◆ TASK ITEM: Copy out every line of the data that has the word "Drive" somewhere in it.

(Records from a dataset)
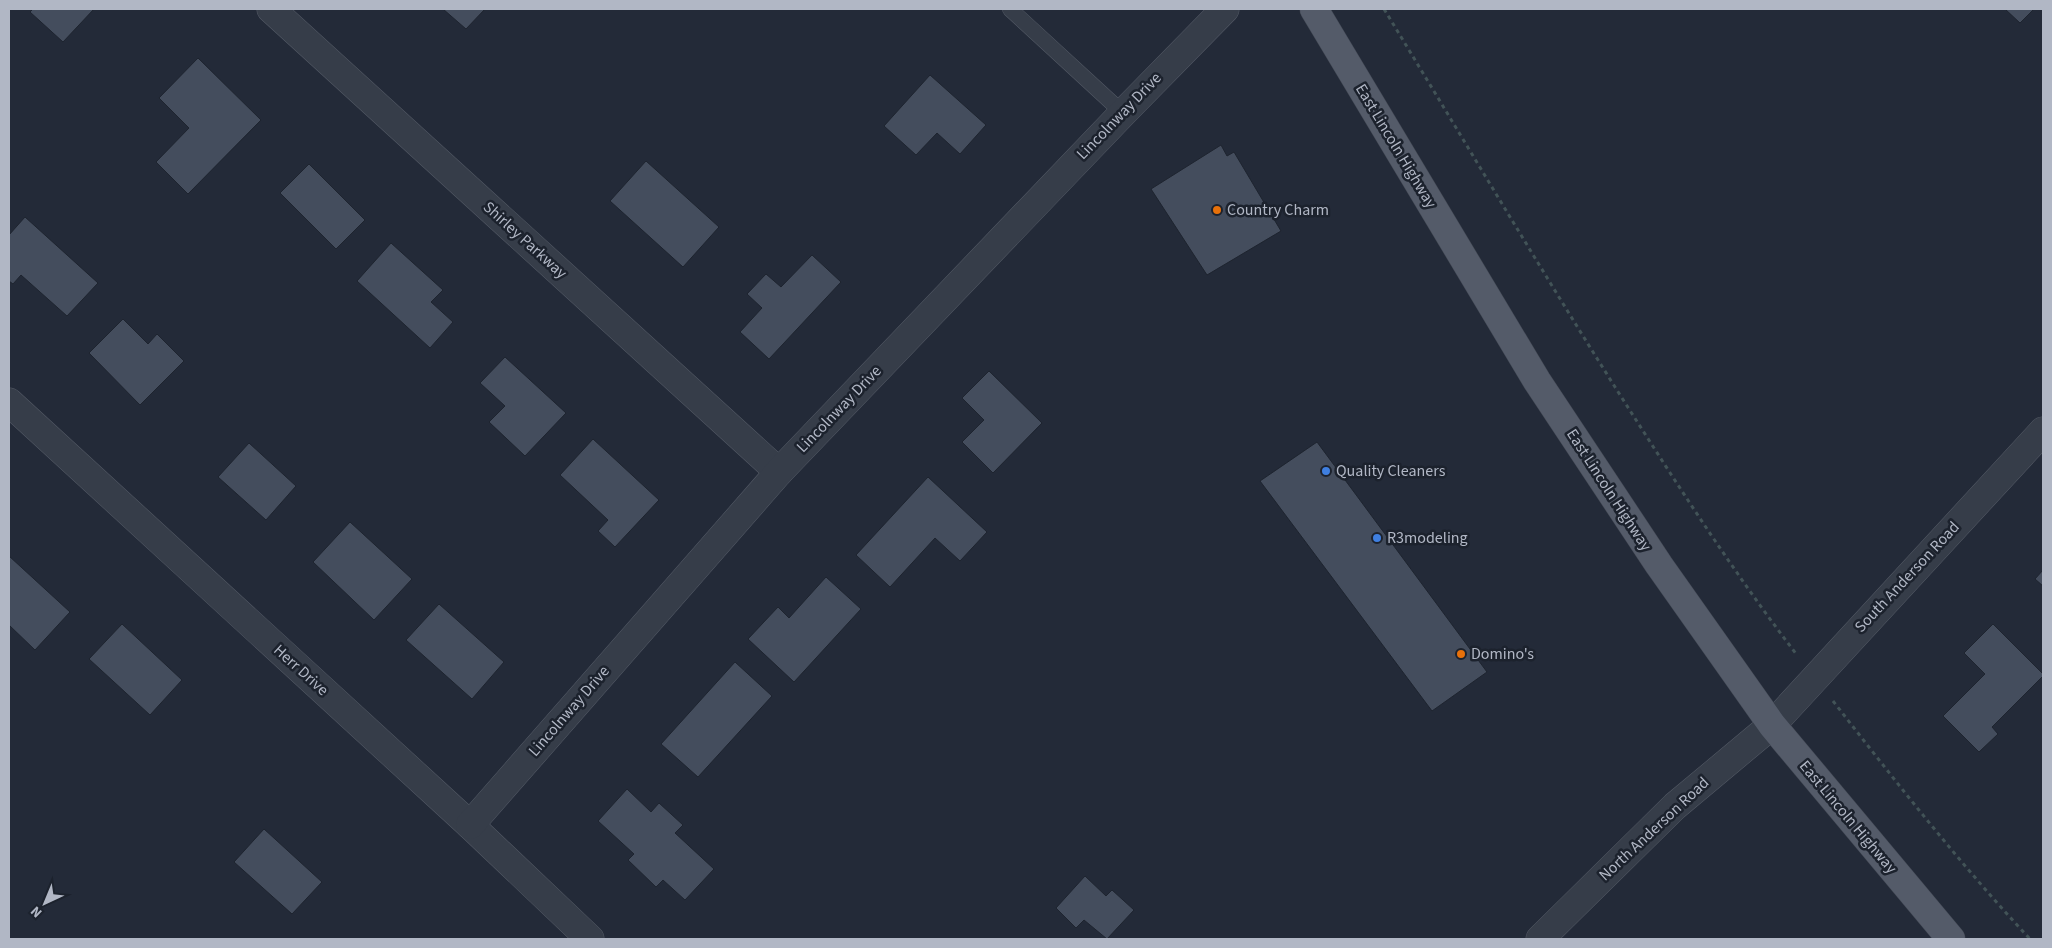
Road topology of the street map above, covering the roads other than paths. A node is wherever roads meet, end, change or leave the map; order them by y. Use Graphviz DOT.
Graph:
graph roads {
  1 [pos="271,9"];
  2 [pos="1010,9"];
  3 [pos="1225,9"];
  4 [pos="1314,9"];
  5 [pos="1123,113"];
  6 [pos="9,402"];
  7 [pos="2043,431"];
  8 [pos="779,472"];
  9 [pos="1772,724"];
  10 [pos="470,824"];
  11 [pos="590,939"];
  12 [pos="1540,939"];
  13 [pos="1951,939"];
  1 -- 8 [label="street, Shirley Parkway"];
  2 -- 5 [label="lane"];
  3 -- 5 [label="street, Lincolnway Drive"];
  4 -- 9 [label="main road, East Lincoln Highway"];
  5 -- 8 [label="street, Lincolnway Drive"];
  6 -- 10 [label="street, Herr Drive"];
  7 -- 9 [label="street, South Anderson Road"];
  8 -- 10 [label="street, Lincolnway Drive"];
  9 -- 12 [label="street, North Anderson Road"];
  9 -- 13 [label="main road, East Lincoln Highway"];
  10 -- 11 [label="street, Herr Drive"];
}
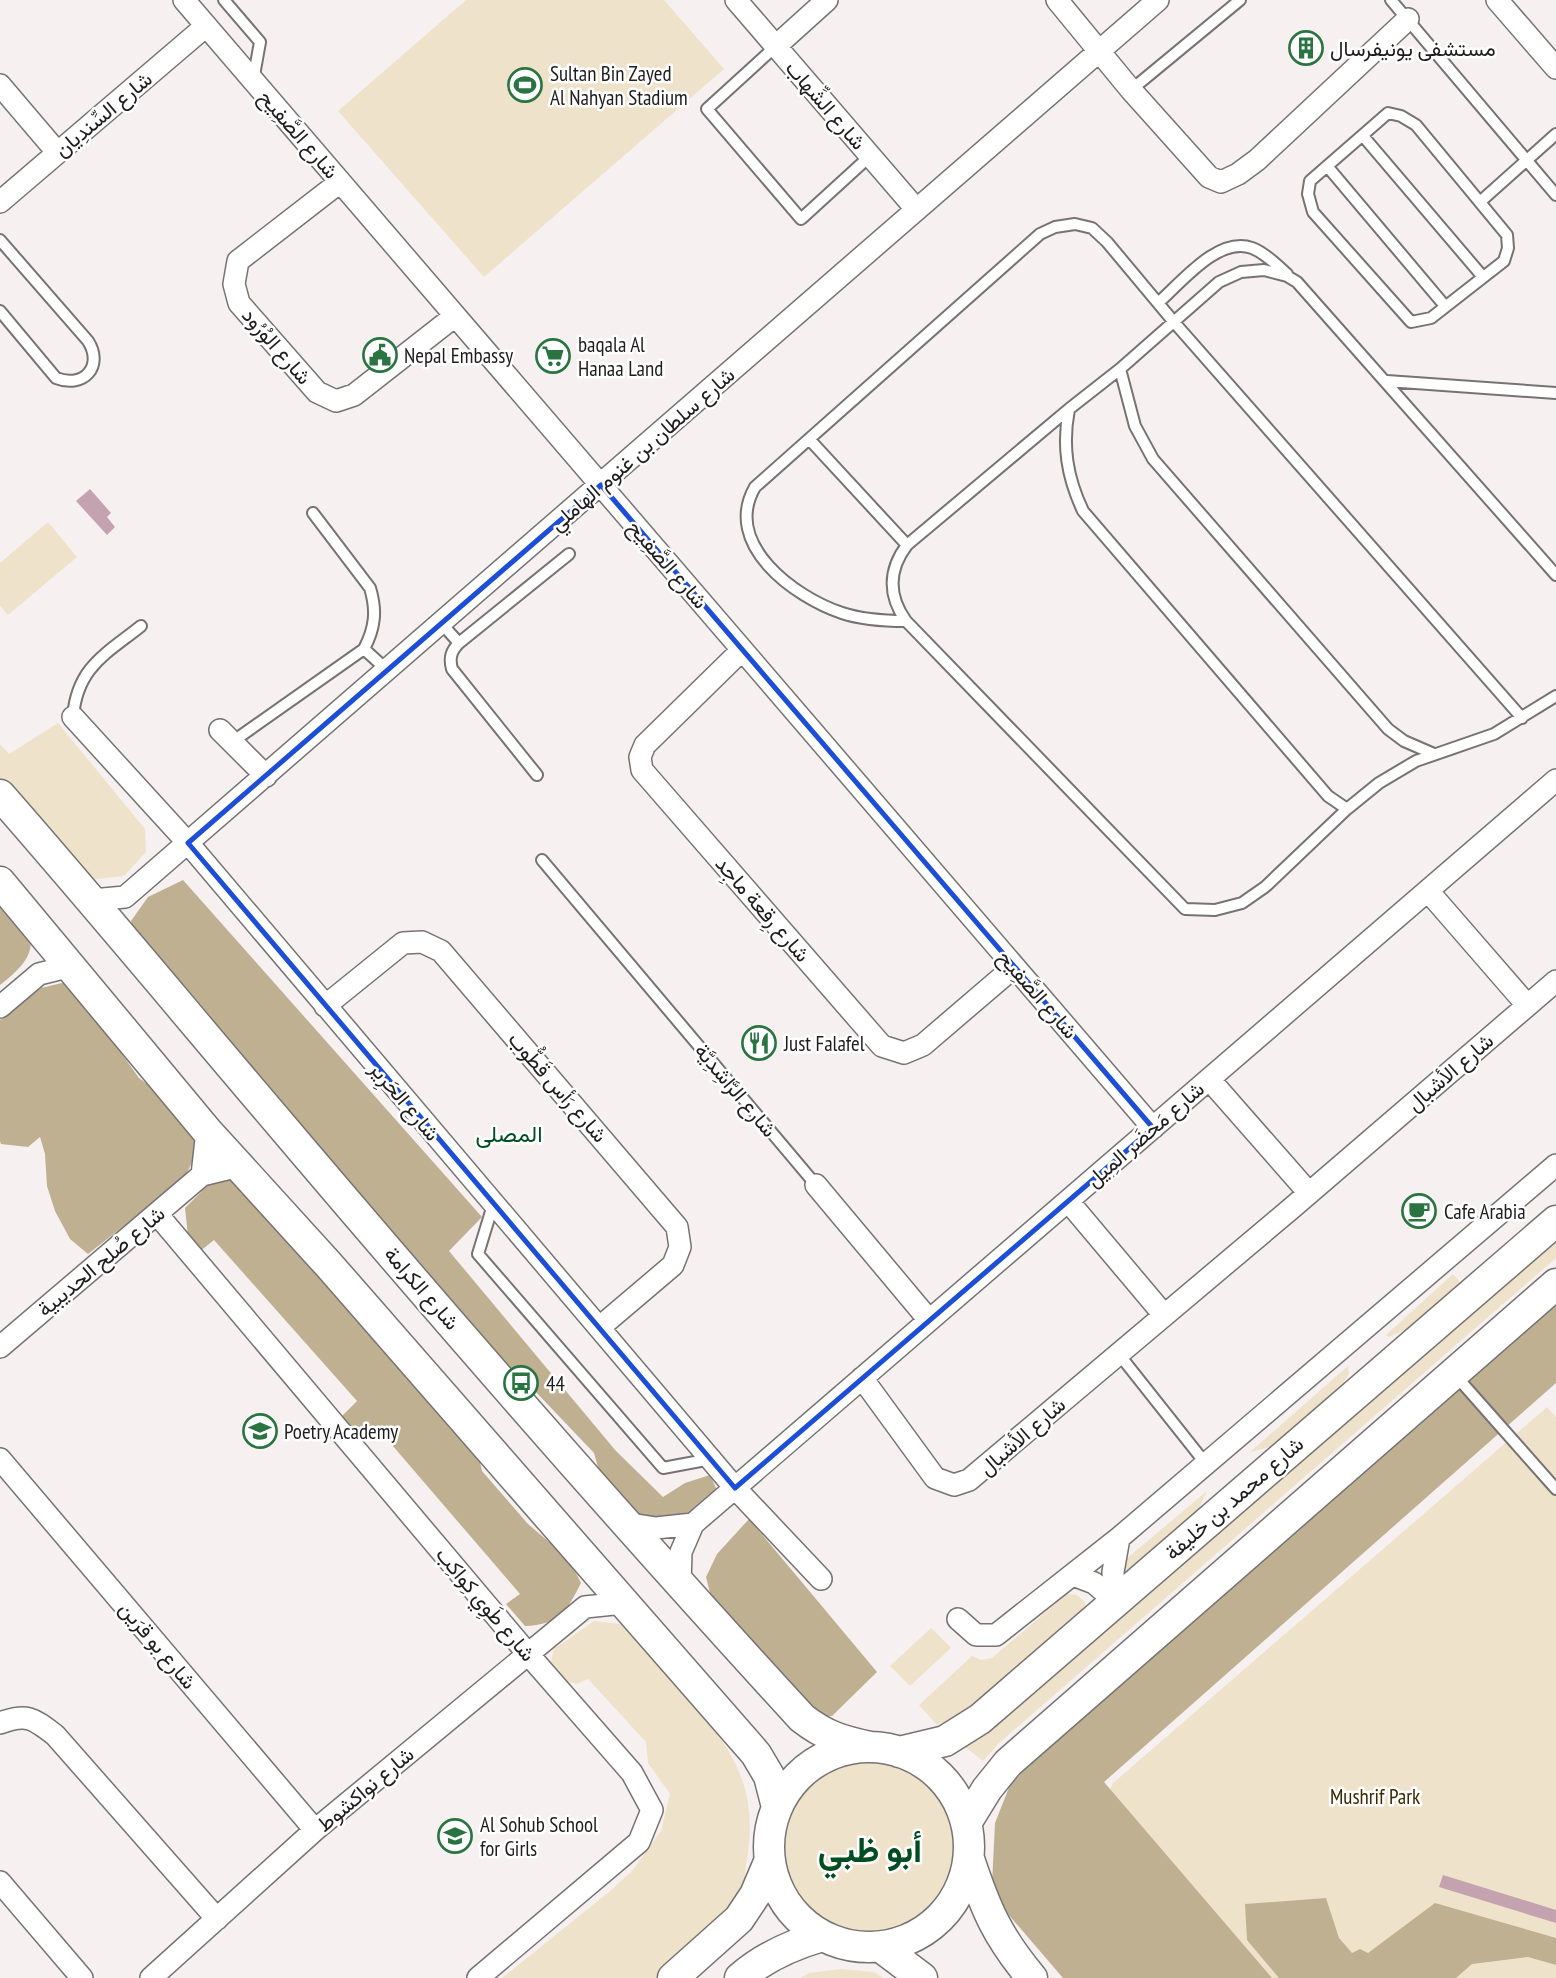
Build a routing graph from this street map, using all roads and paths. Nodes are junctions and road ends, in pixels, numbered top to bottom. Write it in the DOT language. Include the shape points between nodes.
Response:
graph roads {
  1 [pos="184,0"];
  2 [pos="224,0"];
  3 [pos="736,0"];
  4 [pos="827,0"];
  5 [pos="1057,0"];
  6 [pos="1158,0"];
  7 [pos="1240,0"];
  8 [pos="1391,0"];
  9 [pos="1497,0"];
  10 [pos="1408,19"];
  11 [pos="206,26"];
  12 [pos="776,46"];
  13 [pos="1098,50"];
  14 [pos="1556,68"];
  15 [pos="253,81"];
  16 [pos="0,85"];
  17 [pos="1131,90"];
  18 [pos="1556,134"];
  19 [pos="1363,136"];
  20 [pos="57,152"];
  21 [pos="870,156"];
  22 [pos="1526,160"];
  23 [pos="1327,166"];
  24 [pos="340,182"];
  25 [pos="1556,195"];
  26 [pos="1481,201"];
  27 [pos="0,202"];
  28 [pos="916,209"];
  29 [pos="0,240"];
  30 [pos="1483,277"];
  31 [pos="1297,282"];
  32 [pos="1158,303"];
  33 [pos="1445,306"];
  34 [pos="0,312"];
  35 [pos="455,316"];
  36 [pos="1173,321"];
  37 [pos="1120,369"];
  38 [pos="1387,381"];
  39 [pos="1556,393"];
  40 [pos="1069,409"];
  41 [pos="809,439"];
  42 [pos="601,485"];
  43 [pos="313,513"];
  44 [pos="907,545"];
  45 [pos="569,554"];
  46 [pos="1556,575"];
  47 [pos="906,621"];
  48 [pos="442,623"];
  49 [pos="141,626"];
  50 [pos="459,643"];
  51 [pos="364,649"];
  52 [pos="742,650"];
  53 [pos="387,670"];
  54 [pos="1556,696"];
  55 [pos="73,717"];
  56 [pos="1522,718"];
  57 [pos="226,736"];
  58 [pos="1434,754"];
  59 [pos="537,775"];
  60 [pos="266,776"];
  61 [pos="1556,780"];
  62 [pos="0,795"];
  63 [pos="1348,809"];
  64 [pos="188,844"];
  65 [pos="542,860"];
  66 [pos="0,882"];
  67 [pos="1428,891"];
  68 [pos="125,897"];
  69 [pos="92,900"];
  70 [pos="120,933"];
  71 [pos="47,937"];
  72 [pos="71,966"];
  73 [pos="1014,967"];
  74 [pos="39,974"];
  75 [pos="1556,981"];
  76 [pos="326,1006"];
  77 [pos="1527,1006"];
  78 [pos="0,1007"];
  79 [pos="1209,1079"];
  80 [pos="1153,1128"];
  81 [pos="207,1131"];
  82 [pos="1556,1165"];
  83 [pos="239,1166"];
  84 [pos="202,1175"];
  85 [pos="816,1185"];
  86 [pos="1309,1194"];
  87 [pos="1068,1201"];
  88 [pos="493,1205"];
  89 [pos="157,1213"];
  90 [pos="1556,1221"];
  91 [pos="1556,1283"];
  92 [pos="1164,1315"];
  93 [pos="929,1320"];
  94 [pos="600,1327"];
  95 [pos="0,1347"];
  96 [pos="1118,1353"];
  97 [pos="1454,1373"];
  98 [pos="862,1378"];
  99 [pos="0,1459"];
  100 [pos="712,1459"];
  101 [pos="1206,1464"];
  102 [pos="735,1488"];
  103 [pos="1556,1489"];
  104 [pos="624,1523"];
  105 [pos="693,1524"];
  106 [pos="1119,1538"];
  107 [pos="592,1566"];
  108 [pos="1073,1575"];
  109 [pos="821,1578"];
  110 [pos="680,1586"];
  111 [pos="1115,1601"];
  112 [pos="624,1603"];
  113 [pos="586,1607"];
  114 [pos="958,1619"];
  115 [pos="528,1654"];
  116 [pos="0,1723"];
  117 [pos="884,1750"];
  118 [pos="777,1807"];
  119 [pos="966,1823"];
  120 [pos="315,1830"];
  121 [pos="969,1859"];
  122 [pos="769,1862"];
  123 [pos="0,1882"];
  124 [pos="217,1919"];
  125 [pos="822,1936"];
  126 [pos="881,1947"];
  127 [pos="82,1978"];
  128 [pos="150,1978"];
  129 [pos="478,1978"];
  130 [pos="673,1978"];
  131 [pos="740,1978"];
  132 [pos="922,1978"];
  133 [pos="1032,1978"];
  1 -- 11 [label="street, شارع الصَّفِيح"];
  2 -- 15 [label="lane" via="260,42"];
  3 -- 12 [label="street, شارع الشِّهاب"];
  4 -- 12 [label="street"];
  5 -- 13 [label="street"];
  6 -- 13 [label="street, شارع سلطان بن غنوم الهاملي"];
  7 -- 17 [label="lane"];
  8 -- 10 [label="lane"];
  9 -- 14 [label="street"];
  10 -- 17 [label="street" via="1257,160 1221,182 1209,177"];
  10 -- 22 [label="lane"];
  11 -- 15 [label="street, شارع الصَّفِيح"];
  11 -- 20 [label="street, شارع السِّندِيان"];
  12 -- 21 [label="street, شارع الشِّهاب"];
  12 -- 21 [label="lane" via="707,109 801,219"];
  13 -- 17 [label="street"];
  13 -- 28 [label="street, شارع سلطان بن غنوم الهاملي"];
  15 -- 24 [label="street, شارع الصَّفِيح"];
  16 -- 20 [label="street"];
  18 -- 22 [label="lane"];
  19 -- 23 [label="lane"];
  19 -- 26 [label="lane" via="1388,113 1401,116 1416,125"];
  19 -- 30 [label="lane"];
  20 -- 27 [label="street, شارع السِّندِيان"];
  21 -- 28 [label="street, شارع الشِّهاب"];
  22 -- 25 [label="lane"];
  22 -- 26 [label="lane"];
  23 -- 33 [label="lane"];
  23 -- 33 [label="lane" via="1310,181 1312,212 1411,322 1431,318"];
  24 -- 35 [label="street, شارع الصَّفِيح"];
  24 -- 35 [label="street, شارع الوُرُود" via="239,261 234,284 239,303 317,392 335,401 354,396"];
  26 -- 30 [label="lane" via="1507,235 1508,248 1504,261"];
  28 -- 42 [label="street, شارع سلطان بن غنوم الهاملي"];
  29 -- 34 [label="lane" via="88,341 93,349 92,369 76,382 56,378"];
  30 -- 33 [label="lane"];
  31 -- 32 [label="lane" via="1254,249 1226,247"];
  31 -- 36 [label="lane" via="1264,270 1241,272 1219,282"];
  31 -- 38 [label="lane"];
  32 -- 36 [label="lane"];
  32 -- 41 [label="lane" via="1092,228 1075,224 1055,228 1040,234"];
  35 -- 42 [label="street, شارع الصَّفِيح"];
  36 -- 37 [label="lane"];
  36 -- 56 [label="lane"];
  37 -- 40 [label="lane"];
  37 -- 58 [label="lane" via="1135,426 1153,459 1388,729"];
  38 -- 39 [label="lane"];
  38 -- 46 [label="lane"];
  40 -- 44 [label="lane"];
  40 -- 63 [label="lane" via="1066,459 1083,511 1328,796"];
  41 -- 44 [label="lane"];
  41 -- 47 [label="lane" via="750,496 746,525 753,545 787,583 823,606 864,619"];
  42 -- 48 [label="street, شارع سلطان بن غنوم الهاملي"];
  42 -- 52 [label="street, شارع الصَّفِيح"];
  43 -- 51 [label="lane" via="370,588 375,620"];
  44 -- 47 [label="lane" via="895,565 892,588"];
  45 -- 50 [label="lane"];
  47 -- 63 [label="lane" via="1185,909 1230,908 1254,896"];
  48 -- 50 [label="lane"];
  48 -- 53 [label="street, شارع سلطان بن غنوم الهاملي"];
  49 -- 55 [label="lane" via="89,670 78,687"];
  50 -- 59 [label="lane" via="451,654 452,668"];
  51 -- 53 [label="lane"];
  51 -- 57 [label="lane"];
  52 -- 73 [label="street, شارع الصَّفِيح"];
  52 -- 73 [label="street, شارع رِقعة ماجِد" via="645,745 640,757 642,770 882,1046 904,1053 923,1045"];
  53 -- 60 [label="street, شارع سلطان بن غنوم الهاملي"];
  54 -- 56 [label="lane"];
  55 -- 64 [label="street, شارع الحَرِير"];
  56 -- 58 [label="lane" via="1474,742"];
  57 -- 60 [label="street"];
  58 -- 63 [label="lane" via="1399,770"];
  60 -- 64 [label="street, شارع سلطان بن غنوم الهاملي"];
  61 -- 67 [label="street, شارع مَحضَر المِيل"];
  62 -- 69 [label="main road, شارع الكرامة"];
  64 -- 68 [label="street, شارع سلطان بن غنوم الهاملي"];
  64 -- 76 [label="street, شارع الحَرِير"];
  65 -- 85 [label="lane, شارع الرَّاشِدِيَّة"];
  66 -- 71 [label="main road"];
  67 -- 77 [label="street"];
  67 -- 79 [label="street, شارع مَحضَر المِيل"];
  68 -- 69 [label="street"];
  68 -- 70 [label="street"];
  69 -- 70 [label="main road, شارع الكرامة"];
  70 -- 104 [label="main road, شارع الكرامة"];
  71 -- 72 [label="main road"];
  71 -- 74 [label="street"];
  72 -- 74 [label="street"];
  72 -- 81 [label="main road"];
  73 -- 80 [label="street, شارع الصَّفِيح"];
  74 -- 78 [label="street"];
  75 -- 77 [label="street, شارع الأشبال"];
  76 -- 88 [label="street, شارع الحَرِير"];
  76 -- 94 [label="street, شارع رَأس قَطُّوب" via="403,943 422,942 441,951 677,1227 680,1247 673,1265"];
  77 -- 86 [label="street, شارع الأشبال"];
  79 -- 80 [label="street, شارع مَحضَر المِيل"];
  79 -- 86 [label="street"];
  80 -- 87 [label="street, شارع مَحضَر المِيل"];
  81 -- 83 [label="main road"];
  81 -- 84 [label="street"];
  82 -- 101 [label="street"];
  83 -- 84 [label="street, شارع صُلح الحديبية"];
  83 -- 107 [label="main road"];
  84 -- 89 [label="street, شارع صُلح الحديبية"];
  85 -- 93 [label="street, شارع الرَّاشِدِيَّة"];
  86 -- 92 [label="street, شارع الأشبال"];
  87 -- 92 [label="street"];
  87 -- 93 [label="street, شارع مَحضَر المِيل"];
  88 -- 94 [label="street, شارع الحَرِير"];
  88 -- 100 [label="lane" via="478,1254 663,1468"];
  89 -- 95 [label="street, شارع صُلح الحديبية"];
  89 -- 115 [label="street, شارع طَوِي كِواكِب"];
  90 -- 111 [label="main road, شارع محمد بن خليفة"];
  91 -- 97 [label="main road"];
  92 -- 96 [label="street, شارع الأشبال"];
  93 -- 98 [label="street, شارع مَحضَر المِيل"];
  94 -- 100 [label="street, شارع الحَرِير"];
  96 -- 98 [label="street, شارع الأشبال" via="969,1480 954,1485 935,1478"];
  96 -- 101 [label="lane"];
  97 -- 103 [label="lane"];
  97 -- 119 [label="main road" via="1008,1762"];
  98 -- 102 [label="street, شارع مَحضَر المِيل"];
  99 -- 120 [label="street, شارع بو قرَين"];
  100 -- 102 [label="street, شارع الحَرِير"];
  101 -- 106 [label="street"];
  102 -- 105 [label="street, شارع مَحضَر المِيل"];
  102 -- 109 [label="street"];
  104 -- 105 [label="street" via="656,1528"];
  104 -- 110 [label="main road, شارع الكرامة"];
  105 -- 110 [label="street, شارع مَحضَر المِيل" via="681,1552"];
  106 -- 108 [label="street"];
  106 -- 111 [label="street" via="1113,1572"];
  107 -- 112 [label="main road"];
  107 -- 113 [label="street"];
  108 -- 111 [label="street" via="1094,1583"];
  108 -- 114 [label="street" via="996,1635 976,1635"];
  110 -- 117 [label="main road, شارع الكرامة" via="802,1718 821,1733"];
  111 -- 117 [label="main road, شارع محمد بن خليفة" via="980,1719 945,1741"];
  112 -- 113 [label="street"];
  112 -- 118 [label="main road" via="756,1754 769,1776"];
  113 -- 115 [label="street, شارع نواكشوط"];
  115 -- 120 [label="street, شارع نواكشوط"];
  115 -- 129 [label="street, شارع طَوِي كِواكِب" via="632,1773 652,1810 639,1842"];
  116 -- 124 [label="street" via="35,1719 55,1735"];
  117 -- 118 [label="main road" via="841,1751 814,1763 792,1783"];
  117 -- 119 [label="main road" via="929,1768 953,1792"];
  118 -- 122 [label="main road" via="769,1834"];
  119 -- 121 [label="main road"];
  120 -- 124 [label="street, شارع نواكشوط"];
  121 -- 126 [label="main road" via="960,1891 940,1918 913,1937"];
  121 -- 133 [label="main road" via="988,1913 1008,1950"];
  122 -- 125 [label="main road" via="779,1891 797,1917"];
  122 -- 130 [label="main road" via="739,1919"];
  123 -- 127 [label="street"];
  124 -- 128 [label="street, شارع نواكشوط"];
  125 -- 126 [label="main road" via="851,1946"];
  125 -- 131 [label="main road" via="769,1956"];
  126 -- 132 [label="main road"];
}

◆ PROBLEM SOLUTION:
  3 -- 5 [label="street, Lincolnway Drive"];
  5 -- 8 [label="street, Lincolnway Drive"];
  6 -- 10 [label="street, Herr Drive"];
  8 -- 10 [label="street, Lincolnway Drive"];
  10 -- 11 [label="street, Herr Drive"];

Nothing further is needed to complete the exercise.